▶ [TASK DETAILS]:
Replicate the data exactly, every line included.

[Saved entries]
# # # # # # #

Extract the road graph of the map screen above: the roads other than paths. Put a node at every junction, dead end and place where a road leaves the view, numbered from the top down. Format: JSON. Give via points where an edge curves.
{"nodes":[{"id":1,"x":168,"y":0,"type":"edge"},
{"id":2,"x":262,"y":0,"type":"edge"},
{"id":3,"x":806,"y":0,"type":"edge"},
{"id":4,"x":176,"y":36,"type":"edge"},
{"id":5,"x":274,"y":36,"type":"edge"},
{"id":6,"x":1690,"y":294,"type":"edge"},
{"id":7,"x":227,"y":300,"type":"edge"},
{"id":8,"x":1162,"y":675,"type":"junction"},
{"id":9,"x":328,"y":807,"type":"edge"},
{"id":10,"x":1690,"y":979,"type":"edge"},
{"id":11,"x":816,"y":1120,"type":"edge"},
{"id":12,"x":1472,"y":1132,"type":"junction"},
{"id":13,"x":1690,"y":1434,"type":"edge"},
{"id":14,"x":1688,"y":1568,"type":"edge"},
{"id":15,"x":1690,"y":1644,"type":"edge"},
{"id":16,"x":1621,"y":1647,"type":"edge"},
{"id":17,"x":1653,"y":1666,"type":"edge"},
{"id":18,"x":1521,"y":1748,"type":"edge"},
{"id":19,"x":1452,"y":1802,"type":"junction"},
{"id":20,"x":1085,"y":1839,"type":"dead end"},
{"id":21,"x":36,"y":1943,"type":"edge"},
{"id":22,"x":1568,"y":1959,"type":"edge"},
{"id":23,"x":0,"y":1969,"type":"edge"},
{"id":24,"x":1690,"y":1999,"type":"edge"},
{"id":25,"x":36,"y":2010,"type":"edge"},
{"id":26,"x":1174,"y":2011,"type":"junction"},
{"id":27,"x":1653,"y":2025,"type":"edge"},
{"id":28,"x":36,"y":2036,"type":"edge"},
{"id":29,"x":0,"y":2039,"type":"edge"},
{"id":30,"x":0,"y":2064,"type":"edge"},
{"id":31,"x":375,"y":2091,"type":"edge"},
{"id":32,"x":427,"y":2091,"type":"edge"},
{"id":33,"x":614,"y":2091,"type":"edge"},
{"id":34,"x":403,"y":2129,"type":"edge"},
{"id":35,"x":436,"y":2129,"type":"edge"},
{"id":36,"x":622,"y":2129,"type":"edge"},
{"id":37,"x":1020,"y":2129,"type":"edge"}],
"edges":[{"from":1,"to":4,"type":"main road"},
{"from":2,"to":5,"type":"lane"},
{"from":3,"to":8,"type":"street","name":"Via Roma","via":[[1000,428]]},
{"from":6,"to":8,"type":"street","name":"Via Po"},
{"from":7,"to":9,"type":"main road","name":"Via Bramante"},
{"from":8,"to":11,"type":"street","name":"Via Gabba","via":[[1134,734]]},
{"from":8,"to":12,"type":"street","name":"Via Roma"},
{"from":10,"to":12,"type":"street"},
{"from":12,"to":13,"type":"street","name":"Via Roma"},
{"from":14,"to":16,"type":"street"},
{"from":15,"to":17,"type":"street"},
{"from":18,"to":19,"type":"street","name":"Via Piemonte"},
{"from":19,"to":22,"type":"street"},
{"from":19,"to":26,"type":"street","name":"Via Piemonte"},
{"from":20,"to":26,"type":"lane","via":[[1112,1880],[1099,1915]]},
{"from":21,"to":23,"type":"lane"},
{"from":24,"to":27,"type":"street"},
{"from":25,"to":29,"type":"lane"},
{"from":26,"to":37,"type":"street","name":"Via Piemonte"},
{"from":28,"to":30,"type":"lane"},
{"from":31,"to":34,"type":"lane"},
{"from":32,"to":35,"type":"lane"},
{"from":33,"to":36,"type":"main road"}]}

# # # # # # #

▶ [COMPLETED EXERCISE]:
Extract the road graph of the map screen above: the roads other than paths. Put a node at every junction, dead end and place where a road leaves the view, numbered from the top down. Format: JSON. Give via points where an edge curves.
{"nodes":[{"id":1,"x":168,"y":0,"type":"edge"},
{"id":2,"x":262,"y":0,"type":"edge"},
{"id":3,"x":806,"y":0,"type":"edge"},
{"id":4,"x":176,"y":36,"type":"edge"},
{"id":5,"x":274,"y":36,"type":"edge"},
{"id":6,"x":1690,"y":294,"type":"edge"},
{"id":7,"x":227,"y":300,"type":"edge"},
{"id":8,"x":1162,"y":675,"type":"junction"},
{"id":9,"x":328,"y":807,"type":"edge"},
{"id":10,"x":1690,"y":979,"type":"edge"},
{"id":11,"x":816,"y":1120,"type":"edge"},
{"id":12,"x":1472,"y":1132,"type":"junction"},
{"id":13,"x":1690,"y":1434,"type":"edge"},
{"id":14,"x":1688,"y":1568,"type":"edge"},
{"id":15,"x":1690,"y":1644,"type":"edge"},
{"id":16,"x":1621,"y":1647,"type":"edge"},
{"id":17,"x":1653,"y":1666,"type":"edge"},
{"id":18,"x":1521,"y":1748,"type":"edge"},
{"id":19,"x":1452,"y":1802,"type":"junction"},
{"id":20,"x":1085,"y":1839,"type":"dead end"},
{"id":21,"x":36,"y":1943,"type":"edge"},
{"id":22,"x":1568,"y":1959,"type":"edge"},
{"id":23,"x":0,"y":1969,"type":"edge"},
{"id":24,"x":1690,"y":1999,"type":"edge"},
{"id":25,"x":36,"y":2010,"type":"edge"},
{"id":26,"x":1174,"y":2011,"type":"junction"},
{"id":27,"x":1653,"y":2025,"type":"edge"},
{"id":28,"x":36,"y":2036,"type":"edge"},
{"id":29,"x":0,"y":2039,"type":"edge"},
{"id":30,"x":0,"y":2064,"type":"edge"},
{"id":31,"x":375,"y":2091,"type":"edge"},
{"id":32,"x":427,"y":2091,"type":"edge"},
{"id":33,"x":614,"y":2091,"type":"edge"},
{"id":34,"x":403,"y":2129,"type":"edge"},
{"id":35,"x":436,"y":2129,"type":"edge"},
{"id":36,"x":622,"y":2129,"type":"edge"},
{"id":37,"x":1020,"y":2129,"type":"edge"}],
"edges":[{"from":1,"to":4,"type":"main road"},
{"from":2,"to":5,"type":"lane"},
{"from":3,"to":8,"type":"street","name":"Via Roma","via":[[1000,428]]},
{"from":6,"to":8,"type":"street","name":"Via Po"},
{"from":7,"to":9,"type":"main road","name":"Via Bramante"},
{"from":8,"to":11,"type":"street","name":"Via Gabba","via":[[1134,734]]},
{"from":8,"to":12,"type":"street","name":"Via Roma"},
{"from":10,"to":12,"type":"street"},
{"from":12,"to":13,"type":"street","name":"Via Roma"},
{"from":14,"to":16,"type":"street"},
{"from":15,"to":17,"type":"street"},
{"from":18,"to":19,"type":"street","name":"Via Piemonte"},
{"from":19,"to":22,"type":"street"},
{"from":19,"to":26,"type":"street","name":"Via Piemonte"},
{"from":20,"to":26,"type":"lane","via":[[1112,1880],[1099,1915]]},
{"from":21,"to":23,"type":"lane"},
{"from":24,"to":27,"type":"street"},
{"from":25,"to":29,"type":"lane"},
{"from":26,"to":37,"type":"street","name":"Via Piemonte"},
{"from":28,"to":30,"type":"lane"},
{"from":31,"to":34,"type":"lane"},
{"from":32,"to":35,"type":"lane"},
{"from":33,"to":36,"type":"main road"}]}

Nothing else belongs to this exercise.